Con la hiel, cargó sobre sí la amargura y molestias de esta vida mortal y pasible. Con el vinagre, asumió la naturaleza deteriorada del hombre y la reintegró a su estado primitivo. La púrpura fue signo de su realeza; la caña, indicio de la debilidad y fragilidad del poder del diablo; las bofetadas que recibió publicaban nuestra libertad, al tolerar él las injurias, los castigos y golpes que nosotros habíamos merecido.

Fue abierto su costado, como el de Adán, pero no salió de él una mujer que con su error engendró la muerte, sino una fuente de vida que vivifica al mundo con un doble arroyo; uno de ellos nos renueva en el baptisterio y nos viste la túnica de la inmortalidad; el otro alimenta en la sagrada mesa a los que han nacido de nuevo por el bautismo, como la leche alimenta a los recién nacidos.

Continuación:

Oficio de lectura, XIX Martes del tiempo ordinario
Sus cicatrices nos curaron
Teodoreto de Ciro, Sobre la encarnación del Señor
Núm 28

Los sufrimientos de nuestro Salvador son nuestra medicina. Es lo que enseña el profeta, cuando dice: Él soportó nuestros sufrimientos y aguantó nuestros dolores; nosotros lo estimamos leproso, herido de Dios y humillado; pero él fue traspasado por nuestras rebeliones, triturado por nuestros crímenes. Nuestro castigo saludable cayó sobre él, sus cicatrices nos curaron. Todos errábamos como ovejas; por esto, como cordero llevado al matadero, como oveja ante el esquilador, enmudecía y no abría la boca.

Y, del mismo modo que el pastor, cuando ve a sus ovejas dispersas, toma a una de ellas y la conduce donde quiere, arrastrando así a las demás en pos de ella, así también la Palabra de Dios, viendo al género humano descarriado, tomó la naturaleza de esclavo, uniéndose a ella, y, de esta manera, hizo que volviesen a él todos los hombres y condujo a los pastos divinos a los que andaban por lugares peligrosos, expuestos a la rapacidad de los lobos.

Por esto, nuestro Salvador asumió nuestra naturaleza; por esto, Cristo, el Señor, aceptó la pasión salvadora, se entregó a la muerte y fue sepultado; para sacarnos de aquella antigua tiranía y darnos la promesa de la incorrupción, a nosotros, que estábamos sujetos a la corrupción. En efecto, al restaurar, por su resurrección, el templo destruido de su cuerpo, manifestó a los muertos y a los que esperaban su resurrección la veracidad y firmeza de sus promesas.

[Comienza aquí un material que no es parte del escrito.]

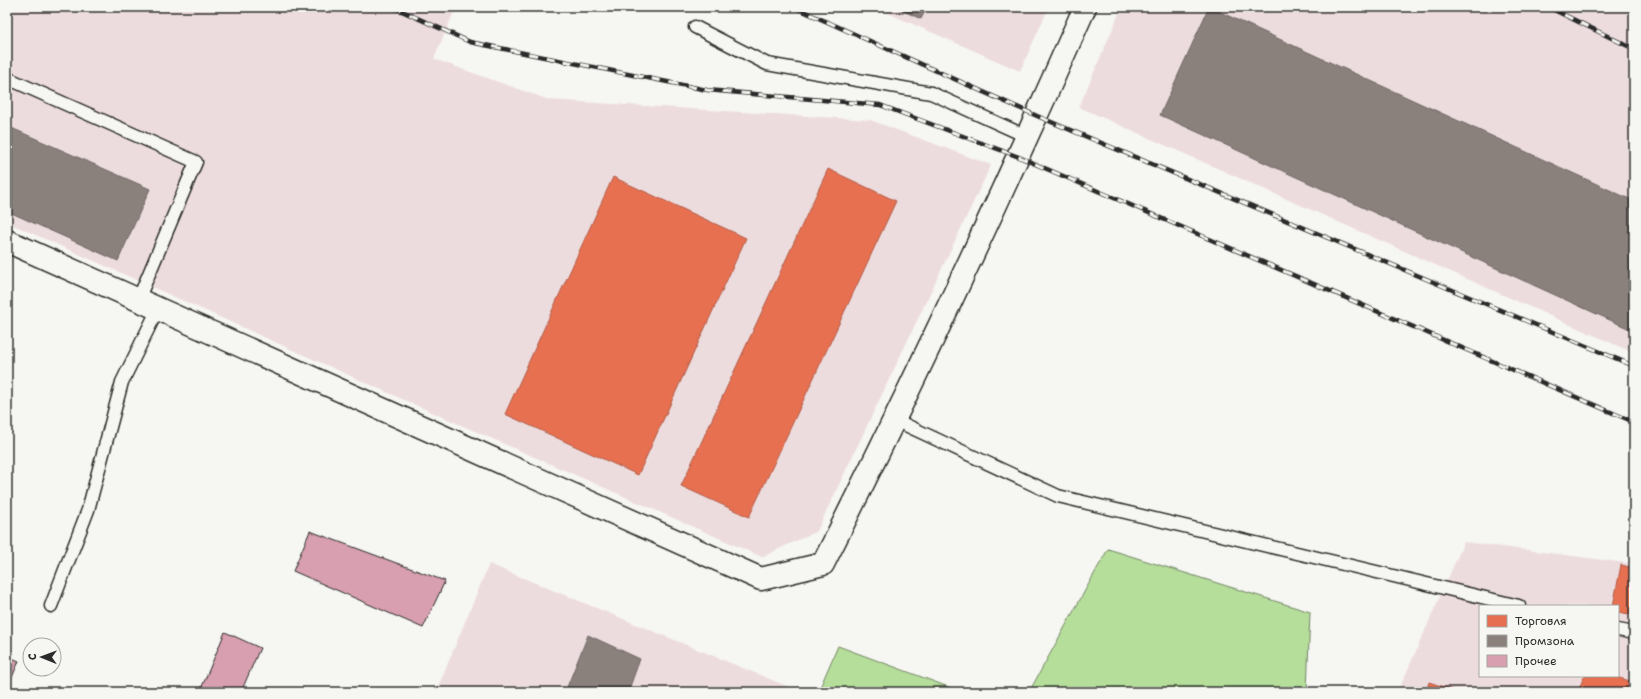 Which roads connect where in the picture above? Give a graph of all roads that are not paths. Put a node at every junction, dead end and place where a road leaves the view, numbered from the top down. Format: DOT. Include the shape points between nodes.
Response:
graph roads {
  1 [pos="1086,7"];
  2 [pos="695,27"];
  3 [pos="7,78"];
  4 [pos="1028,136"];
  5 [pos="7,241"];
  6 [pos="138,300"];
  7 [pos="158,308"];
  8 [pos="895,420"];
  9 [pos="1515,605"];
  10 [pos="51,606"];
  11 [pos="1619,630"];
  12 [pos="1634,634"];
  1 -- 4 [label="street"];
  2 -- 4 [label="lane" via="767,64 931,93"];
  3 -- 6 [label="lane" via="196,162"];
  4 -- 8 [label="street"];
  5 -- 6 [label="street"];
  6 -- 7 [label="street"];
  7 -- 8 [label="street" via="760,579 823,564"];
  7 -- 10 [label="lane" via="122,382 88,510"];
  8 -- 9 [label="lane" via="1058,496"];
  11 -- 12 [label="lane"];
} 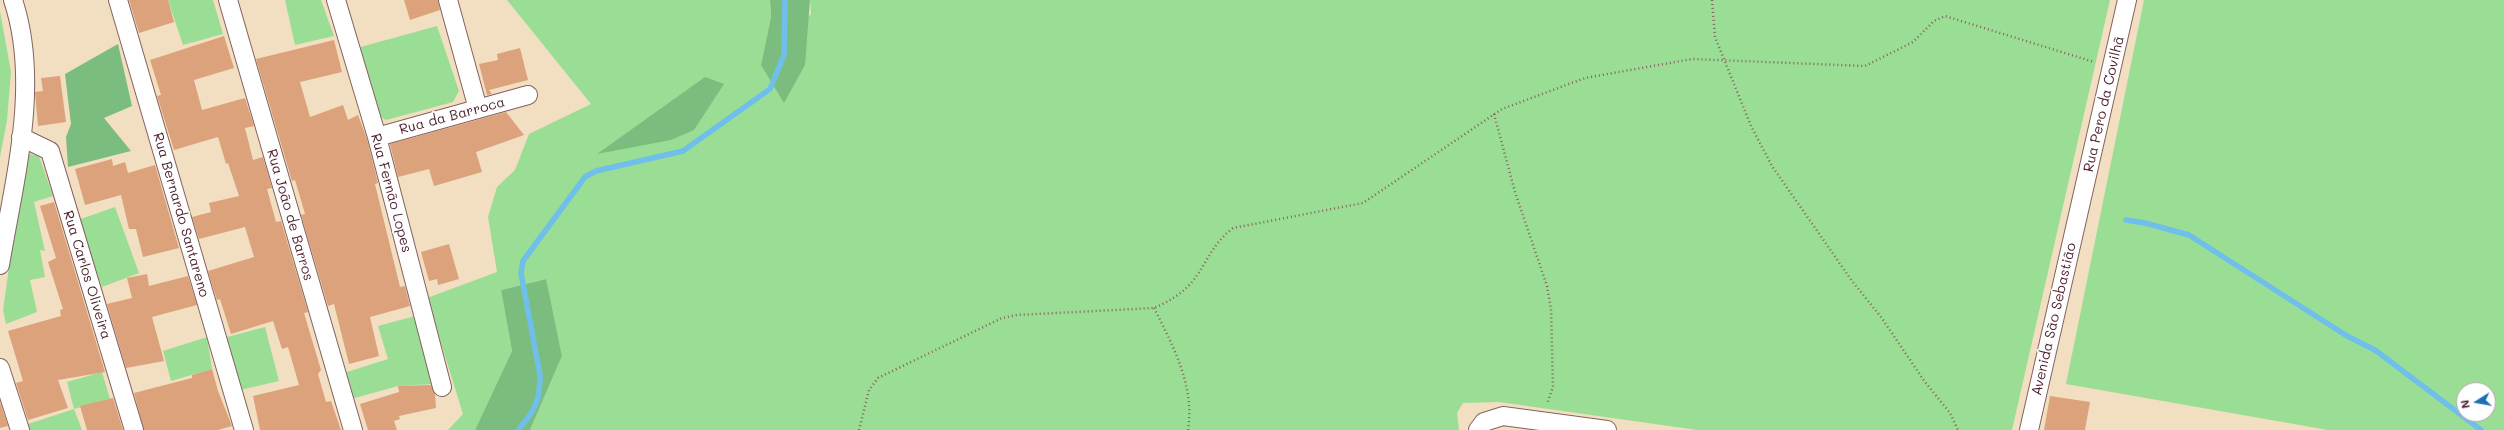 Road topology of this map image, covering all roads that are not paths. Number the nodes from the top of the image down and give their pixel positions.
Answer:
1 (13, 0) edge
2 (118, 0) edge
3 (228, 0) edge
4 (336, 0) edge
5 (448, 0) edge
6 (2127, 0) edge
7 (528, 95) dead end
8 (478, 109) junction
9 (21, 137) junction
10 (377, 137) junction
11 (2080, 208) joint
12 (0, 265) edge
13 (0, 368) edge
14 (442, 387) dead end
15 (20, 430) edge
16 (134, 430) edge
17 (244, 430) edge
18 (353, 430) edge
19 (1478, 430) edge
20 (1607, 430) edge
21 (2029, 430) edge

1 - 9 street
2 - 17 street, Rua Bernardo Santareno
3 - 18 street, Rua João de Barros
4 - 10 street, Rua Fernão Lopes
5 - 8 street
6 - 11 street, Rua Pero da Covilhã
7 - 8 street, Rua da Barroca
8 - 10 street, Rua da Barroca
9 - 12 street
9 - 16 street, Rua Carlos Oliveira
10 - 14 street, Rua Fernão Lopes
11 - 21 street, Avenida São Sebastião
13 - 15 street
19 - 20 street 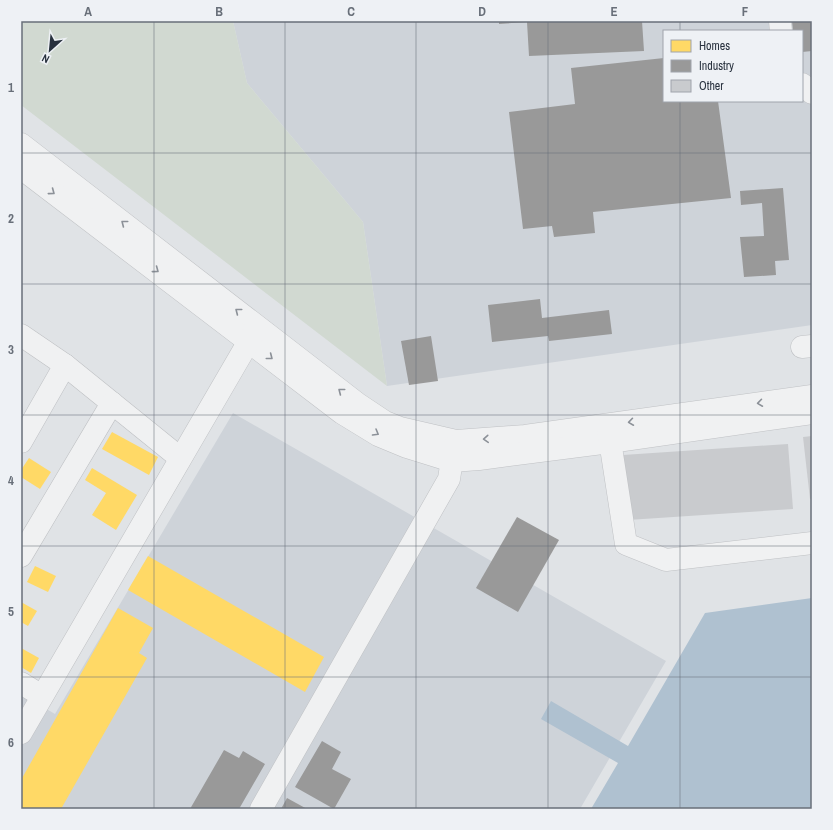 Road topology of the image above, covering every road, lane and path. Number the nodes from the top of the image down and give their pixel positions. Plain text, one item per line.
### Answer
1 (803, 85) edge
2 (812, 93) edge
3 (21, 144) edge
4 (21, 168) edge
5 (253, 333) junction
6 (21, 335) edge
7 (65, 365) junction
8 (112, 403) junction
9 (803, 405) edge
10 (609, 434) junction
11 (21, 442) edge
12 (454, 451) junction
13 (180, 458) junction
14 (812, 543) edge
15 (21, 556) edge
16 (21, 683) edge
17 (42, 696) junction
18 (21, 733) edge
19 (261, 809) edge

1 - 2 street
5 -> 3 street
4 -> 5 street
5 - 12 street
5 - 13 street
6 - 7 street
7 - 8 street
7 - 11 street
8 - 13 street
8 - 15 street
9 - 10 street
10 - 12 street
10 - 14 street
12 - 19 street
13 - 17 street
16 - 17 street
17 - 18 street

«Pues, del mismo modo –dice– que la naturaleza que tomé de vosotros, por su unión con la divinidad que habita en ella, alcanzó la resurrección y, libre de la corrupción y del sufrimiento, pasó al estado de incorruptibilidad e inmortalidad, así también vosotros seréis liberados de la dura esclavitud de la muerte y, dejada la corrupción y el sufrimiento, seréis revestidos de impasibilidad. »

Por este motivo, también comunicó a todos los hombres, por medio de los apóstoles, el don del bautismo, ya que les dijo: Id y haced discípulos de todos los pueblos, bautizándolos en el nombre del Padre, y del Hijo, y del Espíritu Santo. El bautismo es un símbolo y semejanza de la muerte del Señor, pues, como dice san Pablo, si nuestra existencia está unida a él en una muerte como la suya, lo estará también en una resurrección como la suya.